Oristano and the Sinis, Sardinia

Halfway up the island’s west coast, Oristano province has been much less affected by tourism than Alghero or Cagliari. Yet it boasts an elegant, historic capital, dramatic landscapes in the Monte Arci national park and unspoilt, unusual beaches on the Sinis peninsula.

Oristano town has a baroque cathedral, the island’s biggest, and an archaeology museum – but the chief pleasure is strolling the pedestrianised pink- and cream-painted streets between Piazza Roma, with its 13th-century defence tower, and Piazza Eleonora, named after an early feminist and ecowarrior, Eleonora d’Arborea. (A rare female judge in the 14th century, she made landmark rulings on rape, women’s rights and wildlife protection that stood for 400 years, until superseded in 1827.)

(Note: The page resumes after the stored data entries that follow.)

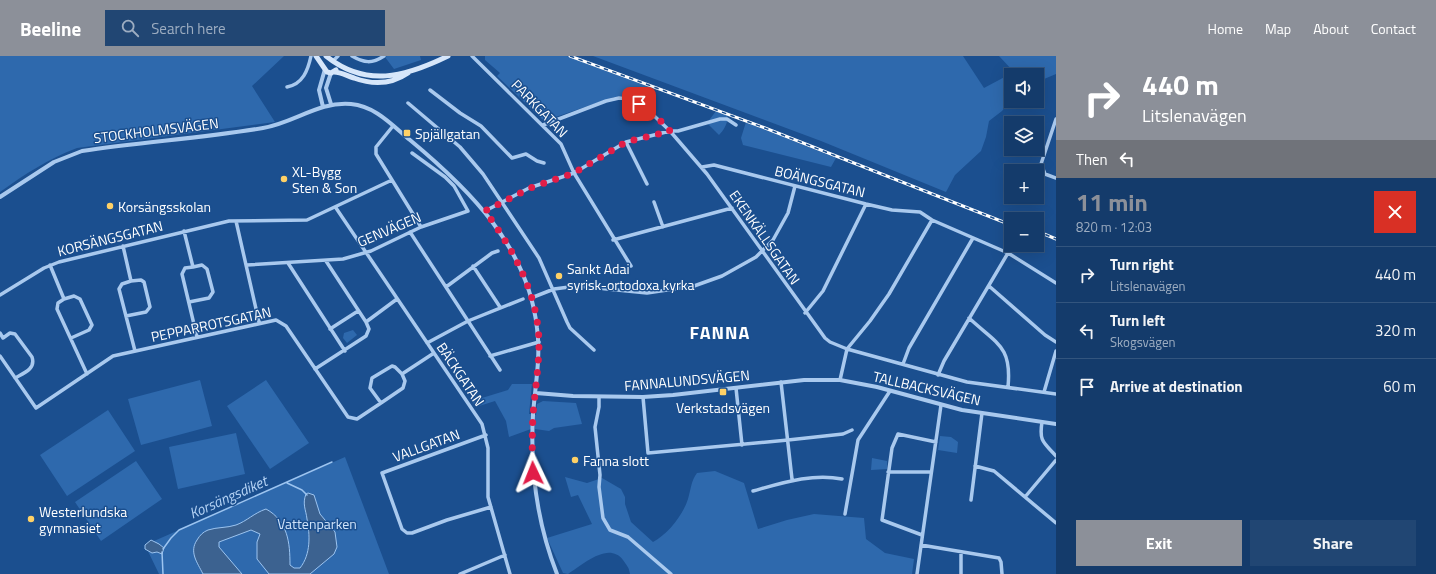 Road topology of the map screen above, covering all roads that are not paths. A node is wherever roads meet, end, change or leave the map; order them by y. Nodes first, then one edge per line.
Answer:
1 (311, 56) edge
2 (316, 56) edge
3 (352, 56) edge
4 (384, 56) edge
5 (448, 56) edge
6 (472, 56) edge
7 (333, 59) edge
8 (324, 68) junction
9 (410, 71) junction
10 (332, 72) junction
11 (287, 87) dead end
12 (430, 90) dead end
13 (408, 103) dead end
14 (331, 104) junction
15 (323, 107) junction
16 (1056, 119) edge
17 (543, 125) junction
18 (736, 125) dead end
19 (393, 126) junction
20 (670, 131) junction
21 (626, 142) junction
22 (412, 153) dead end
23 (544, 163) dead end
24 (702, 167) junction
25 (574, 173) junction
26 (1056, 178) edge
27 (392, 180) junction
28 (647, 184) dead end
29 (795, 186) junction
30 (0, 197) edge
31 (502, 202) junction
32 (654, 202) dead end
33 (866, 204) junction
34 (336, 208) junction
35 (732, 208) junction
36 (485, 211) junction
37 (236, 220) junction
38 (932, 220) junction
39 (420, 227) junction
40 (663, 227) junction
41 (184, 231) junction
42 (410, 232) junction
43 (973, 238) junction
44 (613, 240) junction
45 (123, 246) junction
46 (498, 251) dead end
47 (762, 251) junction
48 (366, 253) junction
49 (1008, 253) junction
50 (326, 261) junction
51 (288, 263) junction
52 (247, 265) junction
53 (50, 266) junction
54 (473, 266) junction
55 (631, 266) dead end
56 (193, 267) junction
57 (131, 281) junction
58 (1056, 283) edge
59 (988, 286) junction
60 (446, 287) junction
61 (554, 289) junction
62 (0, 296) edge
63 (531, 298) junction
64 (64, 299) junction
65 (397, 299) junction
66 (523, 299) dead end
67 (189, 302) junction
68 (500, 307) junction
69 (358, 312) junction
70 (805, 313) junction
71 (126, 316) junction
72 (969, 318) junction
73 (468, 321) junction
74 (259, 322) junction
75 (366, 322) junction
76 (330, 329) junction
77 (0, 333) edge
78 (197, 337) junction
79 (71, 338) junction
80 (2, 339) edge
81 (539, 342) junction
82 (1056, 342) edge
83 (427, 343) junction
84 (847, 349) junction
85 (345, 350) junction
86 (594, 350) dead end
87 (135, 351) junction
88 (1056, 351) edge
89 (434, 353) junction
90 (0, 356) edge
91 (490, 356) junction
92 (903, 364) junction
93 (315, 369) junction
94 (500, 370) dead end
95 (87, 374) junction
96 (402, 374) junction
97 (938, 375) junction
98 (16, 378) junction
99 (840, 380) junction
100 (781, 382) junction
101 (1008, 387) junction
102 (736, 388) junction
103 (890, 391) junction
104 (1044, 392) junction
105 (536, 393) junction
106 (1056, 394) edge
107 (599, 397) junction
108 (643, 397) junction
109 (381, 403) junction
110 (941, 406) junction
111 (982, 413) junction
112 (1042, 422) junction
113 (1056, 424) edge
114 (852, 430) dead end
115 (486, 435) junction
116 (788, 440) junction
117 (936, 442) junction
118 (742, 445) junction
119 (1056, 456) edge
120 (1056, 460) edge
121 (975, 466) junction
122 (888, 472) junction
123 (931, 472) junction
124 (842, 479) dead end
125 (792, 480) junction
126 (753, 491) dead end
127 (1025, 497) junction
128 (971, 500) dead end
129 (491, 507) junction
130 (845, 514) dead end
131 (1056, 523) edge
132 (922, 534) junction
133 (921, 545) junction
134 (961, 552) junction
135 (505, 555) junction
136 (460, 574) edge
137 (510, 574) edge
138 (556, 574) edge
139 (671, 574) edge
140 (917, 574) edge
141 (961, 574) edge
142 (1002, 574) edge

1 - 11 street
2 - 8 main road
3 - 4 street
5 - 9 main road
6 - 17 street, PARKGATAN
7 - 8 main road
7 - 9 main road
7 - 10 main road
8 - 10 main road
8 - 15 street
9 - 10 main road
10 - 14 street
12 - 23 street
13 - 31 street
14 - 15 street, STOCKHOLMSVÄGEN
14 - 19 street
15 - 30 street, STOCKHOLMSVÄGEN
16 - 26 street
17 - 20 street, EKENKÄLLSGATAN
17 - 25 street, PARKGATAN
18 - 20 street
19 - 27 street
19 - 36 street
20 - 21 street
20 - 24 street, EKENKÄLLSGATAN
21 - 25 street
21 - 28 street
22 - 39 street, GENVÄGEN
24 - 29 street, BOÄNGSGATAN
24 - 35 street, EKENKÄLLSGATAN
25 - 31 street
25 - 44 street, PARKGATAN
27 - 34 street, KORSÄNGSGATAN
27 - 39 street
29 - 33 street, BOÄNGSGATAN
29 - 47 street
31 - 36 street
31 - 61 street
32 - 40 street
33 - 38 street, BOÄNGSGATAN
33 - 70 street
34 - 37 street, KORSÄNGSGATAN
34 - 48 street, BÄCKGATAN
35 - 40 street
35 - 47 street, EKENKÄLLSGATAN
36 - 63 street
37 - 41 street, KORSÄNGSGATAN
37 - 52 street
38 - 43 street, BOÄNGSGATAN
38 - 84 street
39 - 42 street, GENVÄGEN
40 - 44 street
41 - 45 street, KORSÄNGSGATAN
41 - 56 street
42 - 48 street, GENVÄGEN
42 - 60 street
43 - 49 street, BOÄNGSGATAN
43 - 92 street
44 - 55 street, PARKGATAN
45 - 53 street, KORSÄNGSGATAN
45 - 57 street
46 - 54 street
47 - 61 street
47 - 70 street, EKENKÄLLSGATAN
48 - 50 street, GENVÄGEN
48 - 65 street, BÄCKGATAN
49 - 58 street, BOÄNGSGATAN
49 - 59 street
50 - 51 street, GENVÄGEN
50 - 69 street
51 - 52 street, GENVÄGEN
51 - 76 street
52 - 74 street
53 - 62 street, KORSÄNGSGATAN
53 - 64 street
54 - 60 street
54 - 68 street
56 - 67 street
56 - 67 street
57 - 71 street
57 - 71 street
59 - 72 street
59 - 82 street
60 - 73 street
61 - 63 street
61 - 86 street
63 - 81 street
64 - 79 street
64 - 79 street
65 - 75 street
65 - 83 street, BÄCKGATAN
66 - 68 street
67 - 78 street
68 - 73 street
69 - 75 street
69 - 76 street
70 - 84 street, EKENKÄLLSGATAN
71 - 87 street
72 - 97 street
72 - 101 street
73 - 83 street
73 - 91 street
74 - 78 street, PEPPARROTSGATAN
74 - 93 street, PEPPARROTSGATAN
75 - 85 street
76 - 85 street
77 - 80 street
78 - 87 street, PEPPARROTSGATAN
79 - 95 street
80 - 98 street
81 - 91 street
81 - 105 street
83 - 89 street, BÄCKGATAN
84 - 92 street, EKENKÄLLSGATAN
84 - 99 street
85 - 93 street
87 - 95 street, PEPPARROTSGATAN
88 - 104 street
89 - 96 street
89 - 115 street, BÄCKGATAN
90 - 98 street
91 - 94 street
92 - 97 street, EKENKÄLLSGATAN
93 - 109 street, PEPPARROTSGATAN
95 - 98 street, PEPPARROTSGATAN
96 - 109 street
96 - 109 street
97 - 101 street, EKENKÄLLSGATAN
99 - 100 street, FANNALUNDSVÄGEN
99 - 103 street, TALLBACKSVÄGEN
100 - 102 street, FANNALUNDSVÄGEN
100 - 116 street
101 - 104 street, EKENKÄLLSGATAN
102 - 108 street, FANNALUNDSVÄGEN
102 - 118 street
103 - 110 street, TALLBACKSVÄGEN
103 - 130 street
104 - 106 street, EKENKÄLLSGATAN
105 - 107 street, FANNALUNDSVÄGEN
105 - 138 street
107 - 108 street, FANNALUNDSVÄGEN
107 - 139 street
108 - 118 street
110 - 111 street, TALLBACKSVÄGEN
110 - 117 street
111 - 112 street, TALLBACKSVÄGEN
111 - 121 street
112 - 113 street, TALLBACKSVÄGEN
112 - 119 street
114 - 116 street
115 - 129 street, BÄCKGATAN
115 - 129 street, VALLGATAN
116 - 118 street
116 - 125 street
117 - 122 street
117 - 123 street
120 - 127 street
121 - 127 street
121 - 128 street
122 - 123 street
122 - 132 street
123 - 132 street
124 - 125 street
125 - 126 street
127 - 131 street
129 - 135 street, BÄCKGATAN
132 - 133 street
133 - 134 street
133 - 140 street
134 - 141 street
134 - 142 street
135 - 136 street
135 - 137 street, BÄCKGATAN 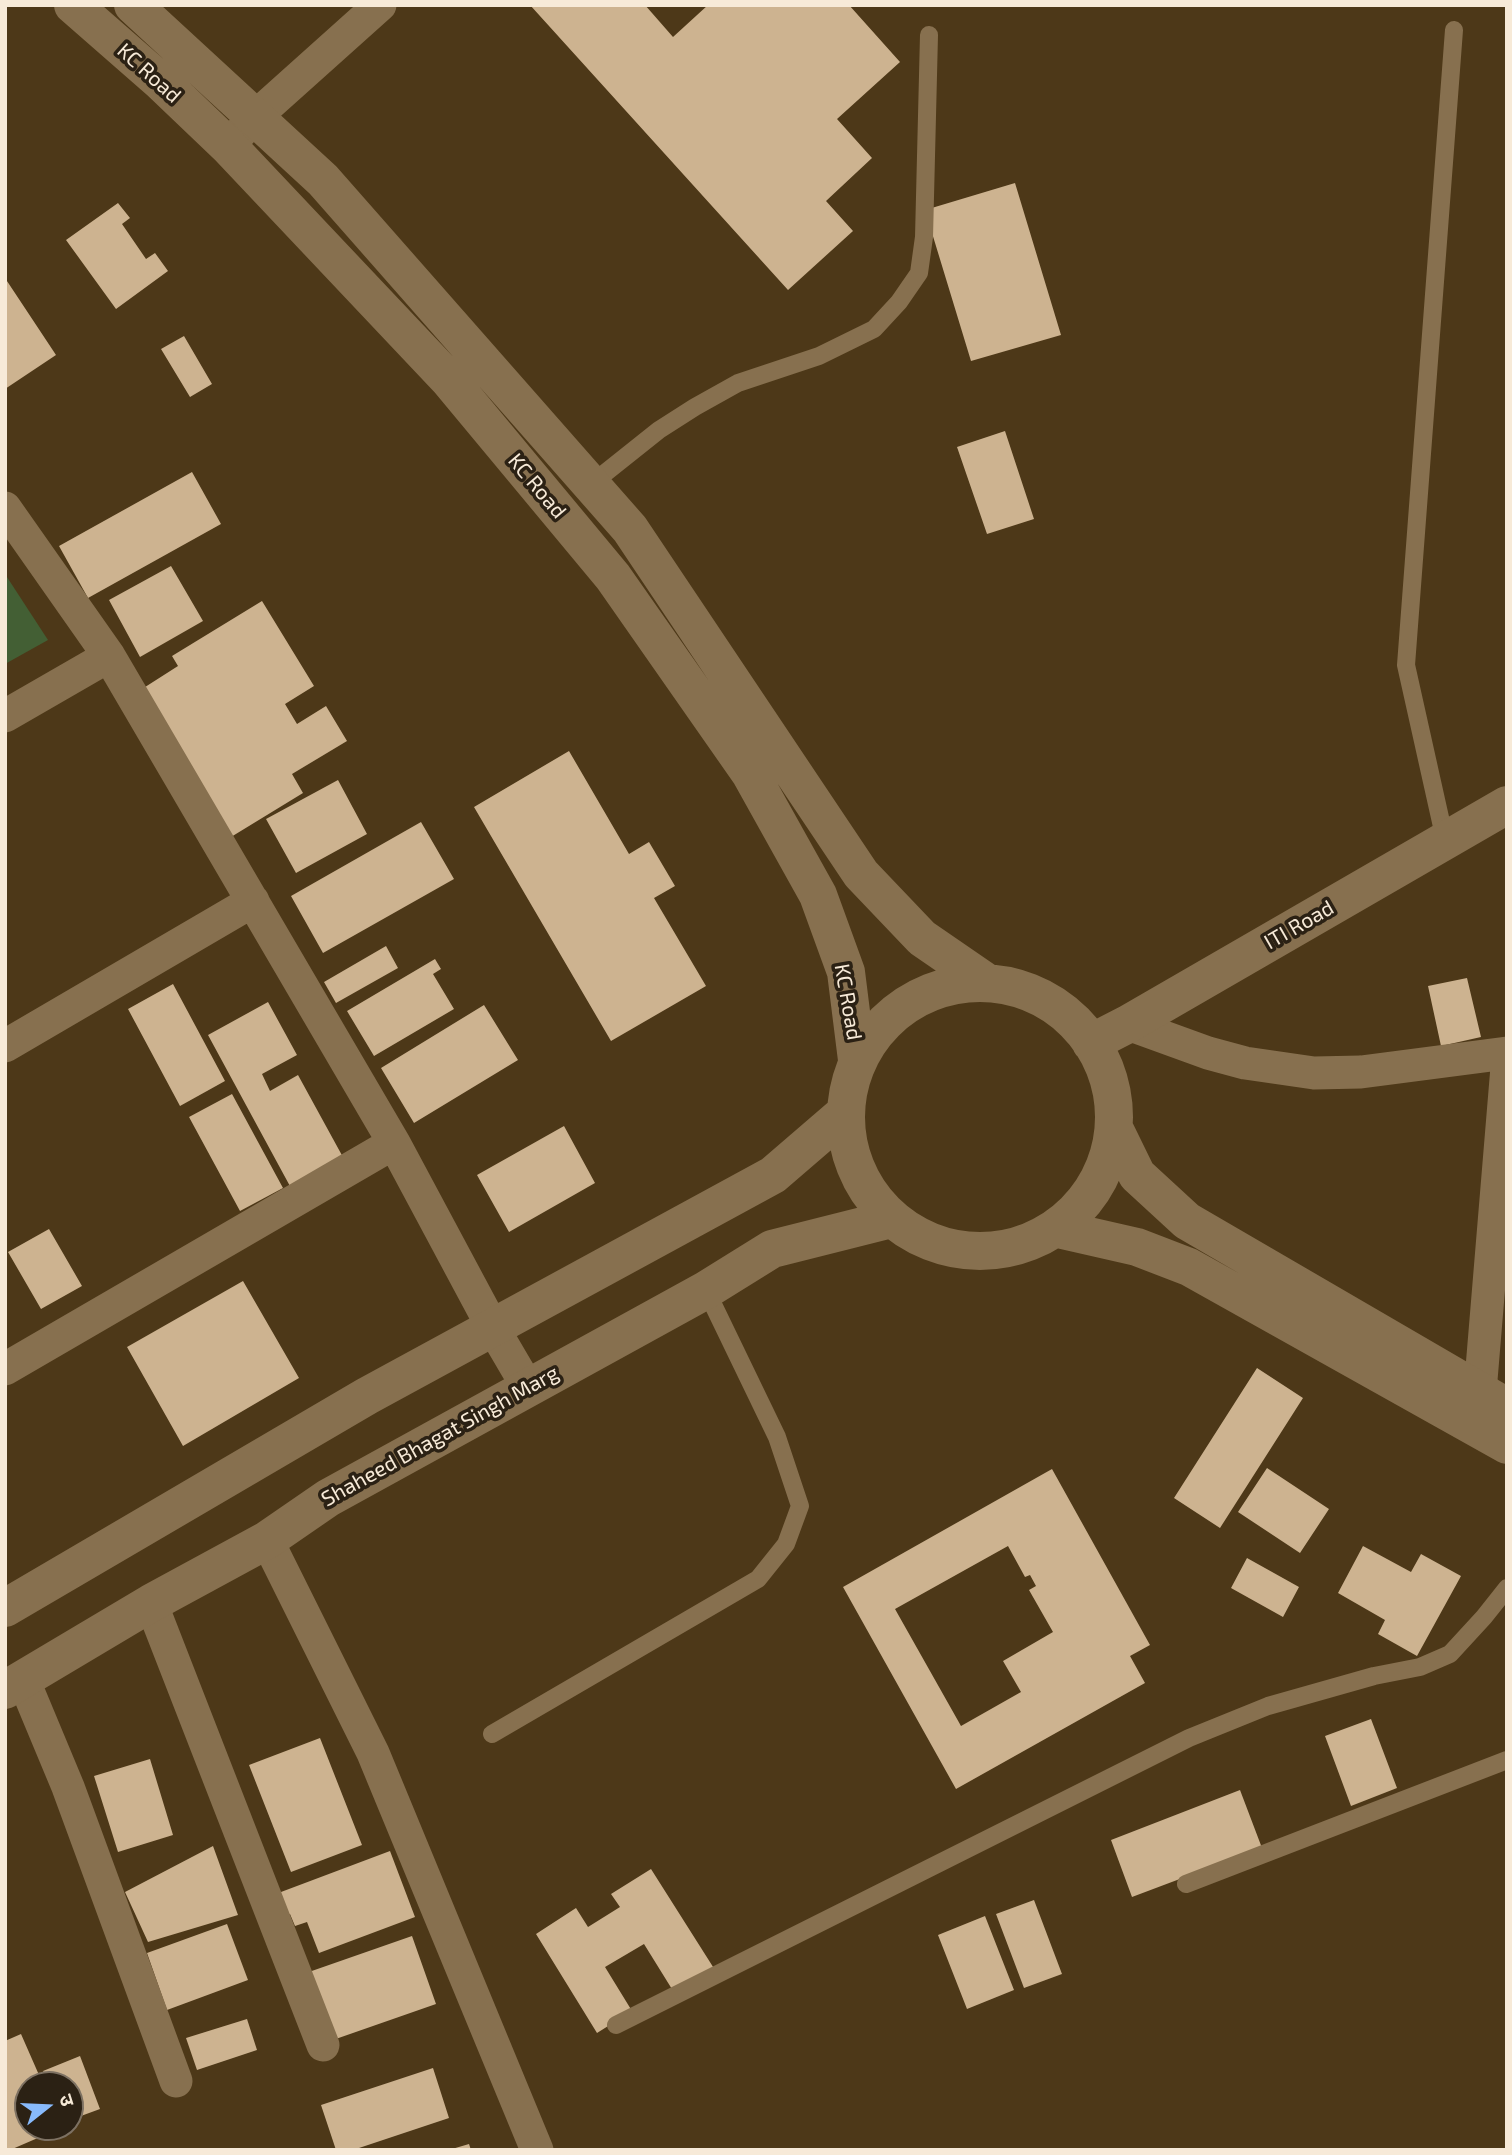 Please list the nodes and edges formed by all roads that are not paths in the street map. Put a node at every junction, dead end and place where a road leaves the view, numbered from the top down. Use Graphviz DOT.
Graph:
graph roads {
  1 [pos="73,5"];
  2 [pos="133,5"];
  3 [pos="380,5"];
  4 [pos="1454,30"];
  5 [pos="929,35"];
  6 [pos="255,117"];
  7 [pos="228,146"];
  8 [pos="590,485"];
  9 [pos="5,508"];
  10 [pos="109,656"];
  11 [pos="5,716"];
  12 [pos="1507,805"];
  13 [pos="1445,840"];
  14 [pos="253,901"];
  15 [pos="986,982"];
  16 [pos="1128,1024"];
  17 [pos="1091,1043"];
  18 [pos="5,1046"];
  19 [pos="1507,1053"];
  20 [pos="857,1060"];
  21 [pos="1507,1067"];
  22 [pos="845,1113"];
  23 [pos="1115,1129"];
  24 [pos="394,1143"];
  25 [pos="891,1219"];
  26 [pos="1058,1229"];
  27 [pos="706,1290"];
  28 [pos="493,1328"];
  29 [pos="5,1369"];
  30 [pos="527,1386"];
  31 [pos="1493,1400"];
  32 [pos="1507,1445"];
  33 [pos="267,1539"];
  34 [pos="1507,1588"];
  35 [pos="151,1603"];
  36 [pos="5,1608"];
  37 [pos="14,1684"];
  38 [pos="492,1734"];
  39 [pos="1507,1760"];
  40 [pos="1186,1884"];
  41 [pos="616,2025"];
  42 [pos="323,2045"];
  43 [pos="176,2081"];
  44 [pos="537,2150"];
  1 -- 7 [label="street, KC Road"];
  2 -- 6 [label="street"];
  3 -- 6 [label="street"];
  4 -- 13 [label="lane"];
  5 -- 8 [label="lane"];
  6 -- 7 [label="street"];
  6 -- 8 [label="street"];
  7 -- 20 [label="street, KC Road"];
  8 -- 15 [label="street"];
  9 -- 10 [label="street"];
  10 -- 11 [label="street"];
  10 -- 14 [label="street"];
  12 -- 13 [label="street, ITI Road"];
  13 -- 16 [label="street, ITI Road"];
  14 -- 18 [label="street"];
  14 -- 24 [label="street"];
  15 -- 17 [label="street"];
  15 -- 20 [label="street"];
  16 -- 17 [label="street, ITI Road"];
  16 -- 19 [label="street"];
  17 -- 23 [label="street"];
  20 -- 22 [label="street"];
  21 -- 31 [label="street"];
  22 -- 25 [label="street"];
  22 -- 28 [label="street"];
  23 -- 26 [label="street"];
  23 -- 31 [label="street"];
  24 -- 28 [label="street"];
  24 -- 29 [label="street"];
  25 -- 26 [label="street"];
  25 -- 27 [label="street, Shaheed Bhagat Singh Marg"];
  26 -- 32 [label="street"];
  27 -- 30 [label="street, Shaheed Bhagat Singh Marg"];
  27 -- 38 [label="lane"];
  28 -- 30 [label="street"];
  28 -- 36 [label="street"];
  30 -- 33 [label="street, Shaheed Bhagat Singh Marg"];
  33 -- 35 [label="street, Shaheed Bhagat Singh Marg"];
  33 -- 44 [label="street"];
  34 -- 41 [label="lane"];
  35 -- 37 [label="street, Shaheed Bhagat Singh Marg"];
  35 -- 42 [label="street"];
  37 -- 43 [label="street"];
  39 -- 40 [label="lane"];
}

To its west – beyond the Cabras lagoon, which is home to 800 nesting flamingoes and the source of some of the world’s best bottarga (cured fish roe) – the Sinis peninsula is flat and rural, with myriad beaches, from Is Arenas in the north to San Giovanni di Sinis in the south. The latter is an arc of fine sand backed by low cliffs close to the ruins of Tharros (open daily, April-October), a Phoenician-Roman port abandoned in 1070 in the face of repeated pirate attacks. The most striking beach is Is Arutas, further north: glistening between ochre rocks, its “sand” is actually tiny white quartz pebbles, resembling risotto rice. The peninsula is perfect for cycling: bikes can be hired from bikeor.it in Oristano, or from hotels and agriturismos.

A half-hour drive inland, Santu Lussurgiu is a 1,000-year-old village in the caldera of an extinct volcano. It’s hard not to be charmed by its Museum of Peasant Technology (Wed-Sun, €5) showing tools, toys and household implements from years gone by.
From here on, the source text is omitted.